I think LHC may want to do a database search for invalid and out of date entires. I have one host (33305) that has corrupted CPU type and Operating system entries. This host now has a new identity, but I can't merge the hosts because of the database error.

These are from last August when the database went down. There are also some strangler WU that either are pending or or have been granted credit, but not deleted or acknowledged. Most are from before August.

Maybe a database scrub is in order? There seems to be some leftovers in here.
ID: 11968 · Report as offensive     Reply Quote
Travis DJ

Send message
Joined: 29 Sep 04
Posts: 196
Credit: 207,040
RAC: 0
Message 11970 - Posted: 14 Jan 2006, 19:32:37 UTC - in response to Message 11968.  
Last modified: 14 Jan 2006, 19:33:44 UTC

In another post, long, long ago....

The fix is to reset your clients. After then you can check your computers on the LHC website and the information should show up correctly then. If not, wait a minute then wash, rinse, repeat.

Some people have WUs that will never receive credit. Last time I heard, it was a very low priority problem. I wouldn't worry about it.
ID: 11970 · Report as offensive     Reply Quote
Profile Purple Rabbit

Send message
Joined: 22 Oct 04
Posts: 8
Credit: 3,007,613
RAC: 1,178
Message 11972 - Posted: 14 Jan 2006, 19:44:48 UTC - in response to Message 11970.  
Last modified: 14 Jan 2006, 19:58:31 UTC

In another post, long, long ago....


Travis, thank you, but this doesn't apply to what I was saying. My host (33305) was active in August. It is now host #68704 and doing well. Unfortunately I updated Tomato (33305) to a new Linux distribution and killed all the BOINC files just when the LHC database crashed. I started over, but the old, corrupted file remained in the database. It can't be changed because Tomato has a new identity.

It also looks like some other files pre-August also remain. It looks like the database is corrupted to me.
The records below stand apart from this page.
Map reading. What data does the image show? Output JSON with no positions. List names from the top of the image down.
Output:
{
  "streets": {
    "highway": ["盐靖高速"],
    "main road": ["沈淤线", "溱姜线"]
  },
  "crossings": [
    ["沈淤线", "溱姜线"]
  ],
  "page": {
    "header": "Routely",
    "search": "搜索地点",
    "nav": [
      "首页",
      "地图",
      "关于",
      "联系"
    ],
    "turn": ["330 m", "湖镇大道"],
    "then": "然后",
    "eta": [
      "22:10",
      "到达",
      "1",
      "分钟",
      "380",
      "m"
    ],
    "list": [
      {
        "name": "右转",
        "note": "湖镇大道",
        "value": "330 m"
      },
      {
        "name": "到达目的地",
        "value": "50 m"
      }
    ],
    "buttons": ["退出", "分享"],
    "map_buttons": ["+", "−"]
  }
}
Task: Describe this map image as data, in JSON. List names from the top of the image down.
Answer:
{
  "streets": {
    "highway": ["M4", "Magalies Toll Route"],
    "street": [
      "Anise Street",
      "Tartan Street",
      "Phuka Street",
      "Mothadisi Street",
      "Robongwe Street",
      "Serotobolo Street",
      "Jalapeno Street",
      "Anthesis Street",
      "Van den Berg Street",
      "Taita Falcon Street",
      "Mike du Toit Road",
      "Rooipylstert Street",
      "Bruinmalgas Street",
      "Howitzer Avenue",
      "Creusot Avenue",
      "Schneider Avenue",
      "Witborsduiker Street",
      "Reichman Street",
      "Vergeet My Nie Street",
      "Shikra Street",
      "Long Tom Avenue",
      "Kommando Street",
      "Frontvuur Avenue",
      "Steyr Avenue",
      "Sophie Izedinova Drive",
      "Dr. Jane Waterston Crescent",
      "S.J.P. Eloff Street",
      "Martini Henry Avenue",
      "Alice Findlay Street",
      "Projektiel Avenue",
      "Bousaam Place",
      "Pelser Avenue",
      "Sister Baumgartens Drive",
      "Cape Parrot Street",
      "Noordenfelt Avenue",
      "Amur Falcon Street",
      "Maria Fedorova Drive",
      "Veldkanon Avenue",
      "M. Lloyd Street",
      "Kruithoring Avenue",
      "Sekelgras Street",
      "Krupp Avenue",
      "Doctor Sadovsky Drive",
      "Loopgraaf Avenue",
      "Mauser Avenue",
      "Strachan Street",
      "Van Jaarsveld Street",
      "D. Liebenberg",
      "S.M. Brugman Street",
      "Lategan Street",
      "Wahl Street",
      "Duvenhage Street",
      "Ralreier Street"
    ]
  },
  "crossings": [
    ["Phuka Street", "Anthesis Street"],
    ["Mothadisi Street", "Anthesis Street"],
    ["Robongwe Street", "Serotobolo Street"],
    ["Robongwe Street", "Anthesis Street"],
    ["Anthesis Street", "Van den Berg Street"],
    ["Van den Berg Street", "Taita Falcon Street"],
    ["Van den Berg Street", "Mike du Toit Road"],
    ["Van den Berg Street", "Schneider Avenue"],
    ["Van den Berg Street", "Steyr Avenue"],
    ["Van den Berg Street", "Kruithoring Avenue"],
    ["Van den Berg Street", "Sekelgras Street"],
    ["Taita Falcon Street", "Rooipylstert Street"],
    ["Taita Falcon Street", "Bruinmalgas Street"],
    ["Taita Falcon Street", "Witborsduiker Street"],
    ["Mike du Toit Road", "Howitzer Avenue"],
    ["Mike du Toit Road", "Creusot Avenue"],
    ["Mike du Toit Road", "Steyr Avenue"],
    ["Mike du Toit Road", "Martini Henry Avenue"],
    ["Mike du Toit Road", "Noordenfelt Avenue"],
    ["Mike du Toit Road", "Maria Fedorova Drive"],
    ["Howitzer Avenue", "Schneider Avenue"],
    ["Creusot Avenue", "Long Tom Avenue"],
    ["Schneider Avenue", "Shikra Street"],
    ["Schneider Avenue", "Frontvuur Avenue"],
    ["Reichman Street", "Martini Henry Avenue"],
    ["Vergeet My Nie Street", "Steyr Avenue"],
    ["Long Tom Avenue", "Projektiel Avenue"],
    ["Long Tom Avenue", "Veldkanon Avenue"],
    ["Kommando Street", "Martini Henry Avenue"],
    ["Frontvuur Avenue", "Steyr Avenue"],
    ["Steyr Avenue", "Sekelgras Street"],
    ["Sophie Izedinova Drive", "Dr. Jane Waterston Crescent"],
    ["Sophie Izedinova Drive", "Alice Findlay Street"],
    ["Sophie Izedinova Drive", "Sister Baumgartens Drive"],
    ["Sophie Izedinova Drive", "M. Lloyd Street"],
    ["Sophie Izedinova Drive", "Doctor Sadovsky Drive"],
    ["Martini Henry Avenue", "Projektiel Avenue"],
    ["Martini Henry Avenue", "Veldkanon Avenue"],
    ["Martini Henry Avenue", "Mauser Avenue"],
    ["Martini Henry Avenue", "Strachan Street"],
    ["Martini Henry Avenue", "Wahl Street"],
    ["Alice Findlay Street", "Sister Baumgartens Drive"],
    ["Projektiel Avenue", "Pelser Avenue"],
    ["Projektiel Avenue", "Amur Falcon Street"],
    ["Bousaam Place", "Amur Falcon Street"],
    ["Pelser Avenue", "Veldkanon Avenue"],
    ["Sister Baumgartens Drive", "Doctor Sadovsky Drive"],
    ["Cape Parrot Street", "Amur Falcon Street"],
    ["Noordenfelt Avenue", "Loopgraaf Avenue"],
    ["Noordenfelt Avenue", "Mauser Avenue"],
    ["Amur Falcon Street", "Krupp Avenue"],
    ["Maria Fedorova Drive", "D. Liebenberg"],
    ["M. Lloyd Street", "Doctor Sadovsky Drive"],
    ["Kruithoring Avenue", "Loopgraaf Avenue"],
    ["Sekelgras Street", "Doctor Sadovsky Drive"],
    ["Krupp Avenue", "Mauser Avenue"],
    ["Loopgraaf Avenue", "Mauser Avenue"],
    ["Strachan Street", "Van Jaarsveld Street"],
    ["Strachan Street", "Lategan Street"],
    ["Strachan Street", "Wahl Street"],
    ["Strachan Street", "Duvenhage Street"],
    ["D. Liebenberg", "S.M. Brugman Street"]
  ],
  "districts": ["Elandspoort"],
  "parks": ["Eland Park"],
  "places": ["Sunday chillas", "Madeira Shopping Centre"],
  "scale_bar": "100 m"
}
I say again, there are extraneous entries in the database. An LHC sysadmin should look at this because I assume the impact is larger than what I can see.

ID: 11972 · Report as offensive     Reply Quote
Travis DJ

Send message
Joined: 29 Sep 04
Posts: 196
Credit: 207,040
RAC: 0
Message 11973 - Posted: 14 Jan 2006, 19:58:09 UTC - in response to Message 11972.  
Last modified: 14 Jan 2006, 19:58:23 UTC

I had 9 computers which exhibited the same problem you mentioned back in the same timeframe. What I didn't "get" when you first posted your question was that you had reloaded with a new OS.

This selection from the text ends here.